Description
1943: 18-year old Arnold Kessel and the 5th Division/81st Tank Battalion hit the beach at Normandy with General’s Patton & Hodges. In two days, he is baptized by fire as Patton/Hodges race through France to trap 100,000 Germans in the Falaise Gap. Tank Commander Kessel scrapped his way through the Hurtgen Forest & Battle of the Bulge and across Germany to the banks of the Elbe River, 50 miles from Berlin. Liberating Mittlebau-Dora Concentration Camp haunted the soldier until the day he died. With four Bronze Stars, Commander Kessel made it back home. “Just get on with your life, forget the war” — he tried. Then there was Korea and two more Bronze Stars. After serving in Korea, Kessel puts the six Bronze Stars in a box and forgets them, but he can’t forget what he saw and did.
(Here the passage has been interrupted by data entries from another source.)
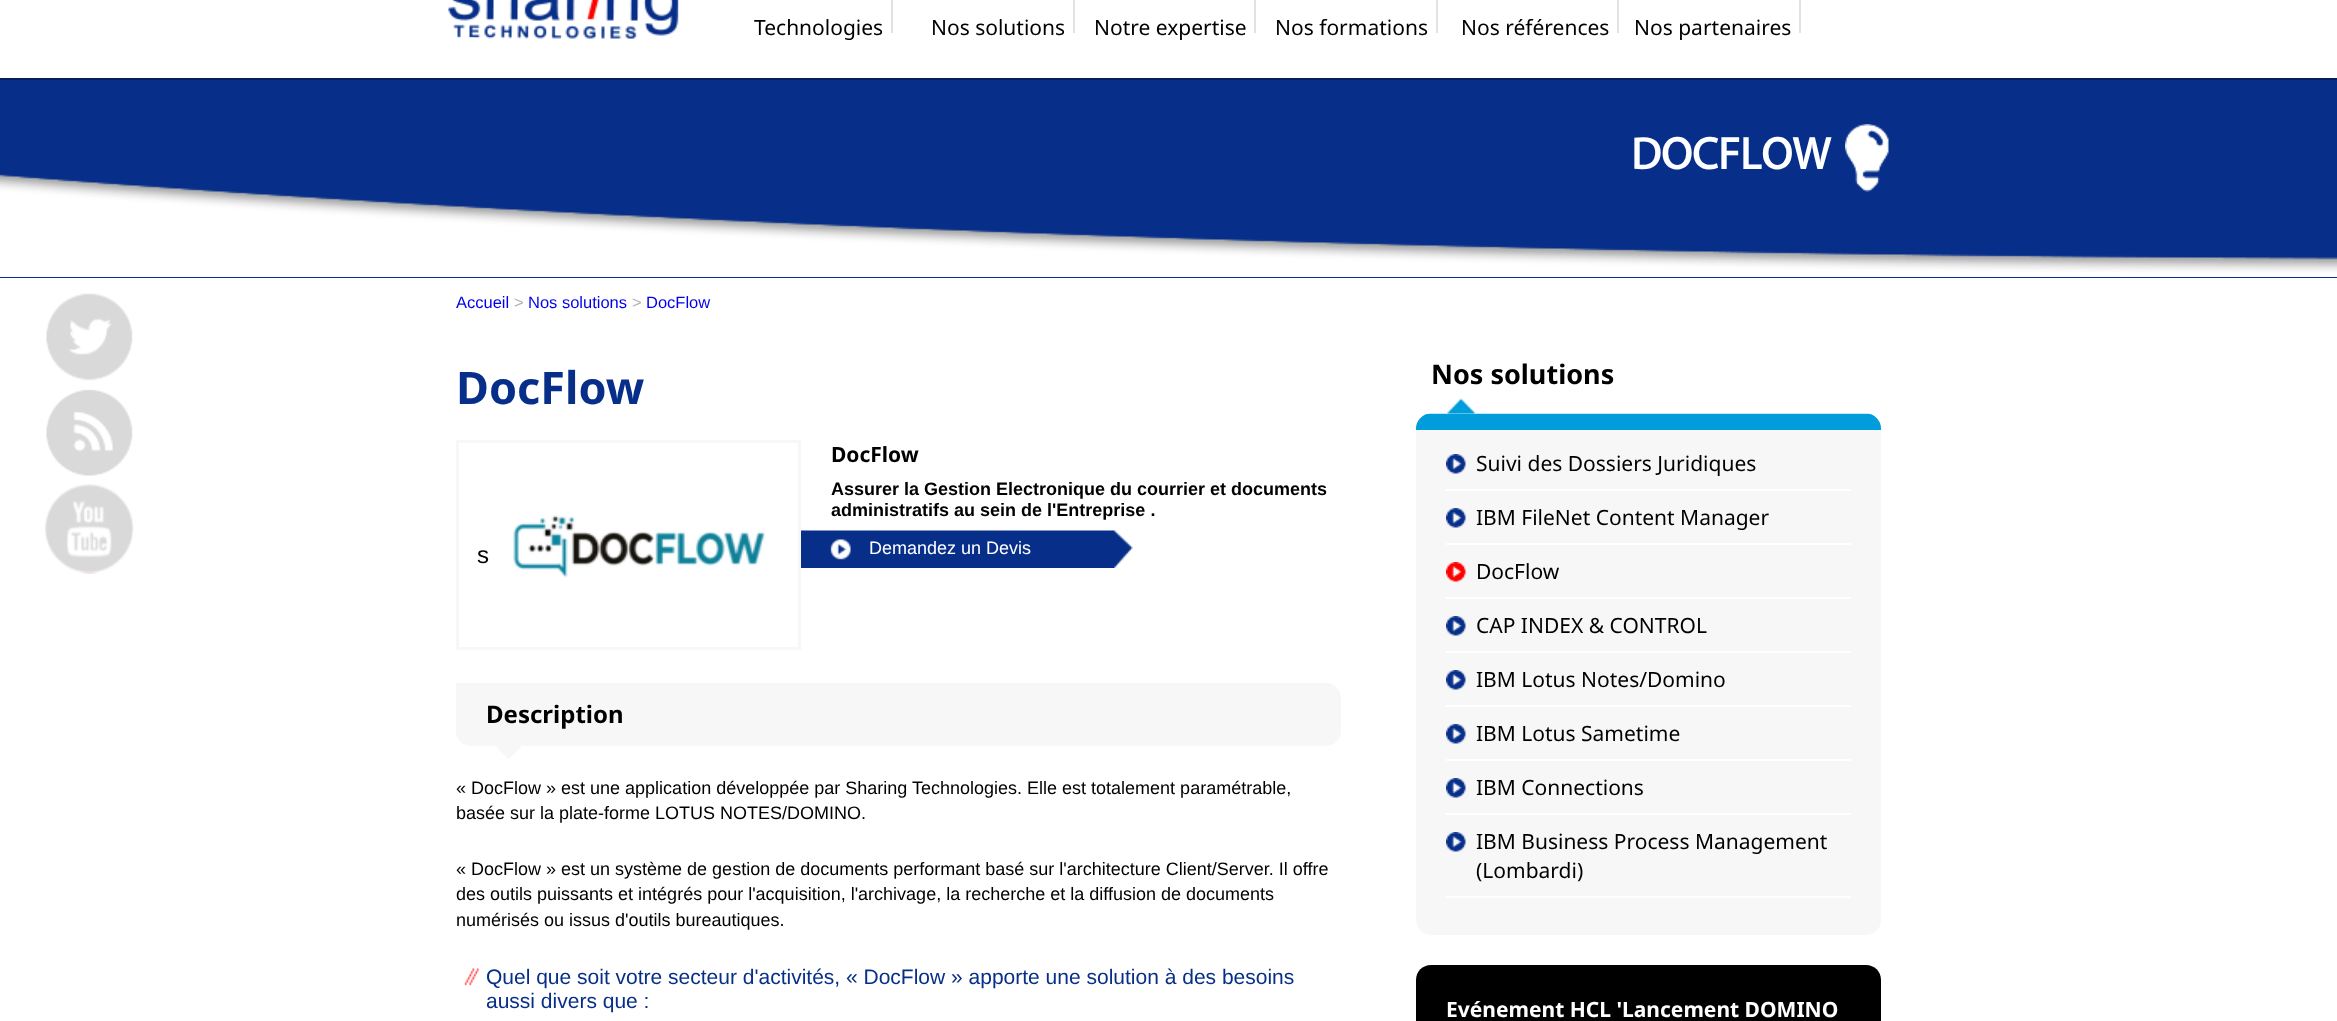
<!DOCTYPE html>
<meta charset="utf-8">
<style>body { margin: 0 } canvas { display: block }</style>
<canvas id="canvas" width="2337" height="1021"></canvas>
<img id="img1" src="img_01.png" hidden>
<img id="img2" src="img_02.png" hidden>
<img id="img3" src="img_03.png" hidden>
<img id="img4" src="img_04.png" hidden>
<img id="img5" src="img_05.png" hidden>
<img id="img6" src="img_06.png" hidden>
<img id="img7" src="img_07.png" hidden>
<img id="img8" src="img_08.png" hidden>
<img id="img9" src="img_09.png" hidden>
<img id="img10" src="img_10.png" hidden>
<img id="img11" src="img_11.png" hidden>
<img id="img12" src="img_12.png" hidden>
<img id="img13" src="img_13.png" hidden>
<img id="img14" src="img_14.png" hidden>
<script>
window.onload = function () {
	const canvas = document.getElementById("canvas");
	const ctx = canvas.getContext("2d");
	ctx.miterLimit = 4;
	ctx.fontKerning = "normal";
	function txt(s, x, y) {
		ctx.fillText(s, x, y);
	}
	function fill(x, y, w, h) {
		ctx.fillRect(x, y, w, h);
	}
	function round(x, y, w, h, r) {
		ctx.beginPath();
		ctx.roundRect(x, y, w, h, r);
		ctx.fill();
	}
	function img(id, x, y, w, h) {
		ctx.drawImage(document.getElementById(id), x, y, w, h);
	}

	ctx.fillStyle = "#FFFFFF";
	fill(0, 0, 2337, 1021);
	ctx.fillStyle = "#041E56";
	fill(0, 78, 2337, 2);
	img("img1", 448, 0, 231, 39);
	ctx.fillStyle = "#E2E2E2";
	fill(891, 0, 2, 33);
	fill(1073, 0, 2, 33);
	fill(1254, 0, 2, 33);
	fill(1436, 0, 2, 33);
	fill(1617, 0, 2, 33);
	fill(1799, 0, 2, 33);
	ctx.fillStyle = "#072F89";
	fill(0, 80, 2337, 198);
	img("img2", 1845, 124, 44, 68);
	img("img3", 0, 174, 2337, 103);
	img("img4", 46, 293, 87, 88);
	img("img5", 46, 389, 87, 87);
	img("img6", 45, 484, 89, 90);
	img("img7", 801, 530, 332, 38);
	ctx.strokeStyle = "#F7F7F7";
	ctx.lineWidth = 3;
	ctx.strokeRect(457.5, 441.5, 342, 207);
	img("img8", 513, 515, 253, 63);
	ctx.fillStyle = "#F7F7F7";
	ctx.beginPath();
	ctx.roundRect(456, 683, 885, 63, [0, 15, 15, 15]);
	ctx.fill();
	img("img9", 493, 745, 30, 14);
	img("img10", 463, 968, 17, 18);
	round(1416, 414, 465, 521, 15);
	img("img11", 1416, 413, 465, 17);
	img("img12", 1446, 398, 30, 16);
	ctx.fillStyle = "#FFFFFF";
	fill(1446, 489, 405, 2);
	img("img13", 1446, 454, 20, 20);
	fill(1446, 543, 405, 2);
	img("img13", 1446, 508, 20, 20);
	fill(1446, 597, 405, 2);
	img("img14", 1446, 562, 20, 20);
	fill(1446, 651, 405, 2);
	img("img13", 1446, 616, 20, 20);
	fill(1446, 705, 405, 2);
	img("img13", 1446, 670, 20, 20);
	fill(1446, 759, 405, 2);
	img("img13", 1446, 724, 20, 20);
	fill(1446, 813, 405, 2);
	img("img13", 1446, 778, 20, 20);
	fill(1446, 896, 405, 2);
	img("img13", 1446, 832, 20, 20);
	ctx.fillStyle = "#000000";
	ctx.beginPath();
	ctx.moveTo(1431, 965);
	ctx.lineTo(1866, 965);
	ctx.bezierCurveTo(1874.5, 965, 1881, 971.5, 1881, 980);
	ctx.lineTo(1881, 1021);
	ctx.bezierCurveTo(1881, 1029.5, 1874.5, 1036, 1866, 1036);
	ctx.lineTo(1416, 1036);
	ctx.lineTo(1416, 980);
	ctx.bezierCurveTo(1416, 971.5, 1422.5, 965, 1431, 965);
	ctx.closePath();
	ctx.fill();
	ctx.font = "21px Noto Sans";
	txt("Technologies", 754, 35);
	txt("Nos solutions", 931, 35);
	txt("Notre expertise", 1094, 35);
	txt("Nos formations", 1275, 35);
	txt("Nos références", 1461, 35);
	txt("Nos partenaires", 1634, 35);
	ctx.font = "bold 45px Myriad";
	ctx.fillStyle = "#FFFFFF";
	txt("DOCFLOW", 1631, 169);
	ctx.font = "16.5px Liberation Sans";
	ctx.fillStyle = "#0000EE";
	txt("Accueil", 456, 308);
	ctx.fillStyle = "#B5B3B3";
	txt(">", 514, 308);
	ctx.fillStyle = "#0000EE";
	txt("Nos solutions", 528, 308);
	ctx.fillStyle = "#B5B3B3";
	txt(">", 632, 308);
	ctx.fillStyle = "#0000EE";
	txt("DocFlow", 646, 308);
	ctx.font = "bold 45px Noto Sans";
	ctx.fillStyle = "#072F89";
	txt("DocFlow", 456, 404);
	ctx.font = "bold 21px Noto Sans";
	ctx.fillStyle = "#000000";
	txt("DocFlow", 831, 462);
	ctx.font = "bold 18px Liberation Sans";
	txt("Assurer la Gestion Electronique du courrier et documents", 831, 495);
	txt("administratifs au sein de l'Entreprise .", 831, 516);
	ctx.font = "18px Liberation Sans";
	ctx.fillStyle = "#FFFFFF";
	txt("Demandez un Devis", 869, 554);
	ctx.font = "24px Liberation Sans";
	ctx.fillStyle = "#000000";
	txt("s", 477, 563);
	ctx.font = "bold 24px Noto Sans";
	txt("Description", 486, 723);
	ctx.font = "18px Liberation Sans";
	txt("« DocFlow » est une application développée par Sharing Technologies. Elle est totalement paramétrable,", 456, 794);
	txt("basée sur la plate-forme LOTUS NOTES/DOMINO.", 456, 819);
	txt("« DocFlow » est un système de gestion de documents performant basé sur l'architecture Client/Server. Il offre", 456, 875);
	txt("des outils puissants et intégrés pour l'acquisition, l'archivage, la recherche et la diffusion de documents", 456, 900);
	txt("numérisés ou issus d'outils bureautiques.", 456, 926);
	ctx.font = "21px Liberation Sans";
	ctx.fillStyle = "#072F89";
	txt("Quel que soit votre secteur d'activités, « DocFlow » apporte une solution à des besoins", 486, 984);
	txt("aussi divers que :", 486, 1008);
	ctx.font = "bold 27px Noto Sans";
	ctx.fillStyle = "#000000";
	txt("Nos solutions", 1431, 384);
	ctx.font = "21px Noto Sans";
	txt("Suivi des Dossiers Juridiques", 1476, 471);
	txt("IBM FileNet Content Manager", 1476, 525);
	txt("DocFlow", 1476, 579);
	txt("CAP INDEX & CONTROL", 1476, 633);
	txt("IBM Lotus Notes/Domino", 1476, 687);
	txt("IBM Lotus Sametime", 1476, 741);
	txt("IBM Connections", 1476, 795);
	txt("IBM Business Process Management", 1476, 849);
	txt("(Lombardi)", 1476, 878);
	ctx.font = "bold 21px Noto Sans";
	ctx.fillStyle = "#FFFFFF";
	txt("Evénement HCL 'Lancement DOMINO", 1446, 1017);
};
</script>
Harshly haunted by war, he struggled to live life as his wife and family battled to understand him and the haunting memories. Karen Schutte artfully pulls her readers into the harrowing depths and struggles of a WWII Sherman Tank Commander, the freezing struggle against the North Koreans and Chinese, and the haunting memories of endless battles that shadow Kessel’s life. After reading Tank Commander, Terrill Korell, son of the Tank Commander, wrote, “My father and I always struggled to be close. I thought it was my fault and wondered what I did wrong. Schutte’s graphic book walked me through the daily horrors my father and millions of others suffered in the war. I now realize that my father was a Hero!”
Finalist, in top 3 nationally for Cover & top 6 for Historical Fiction – Best Book Awards – 2016.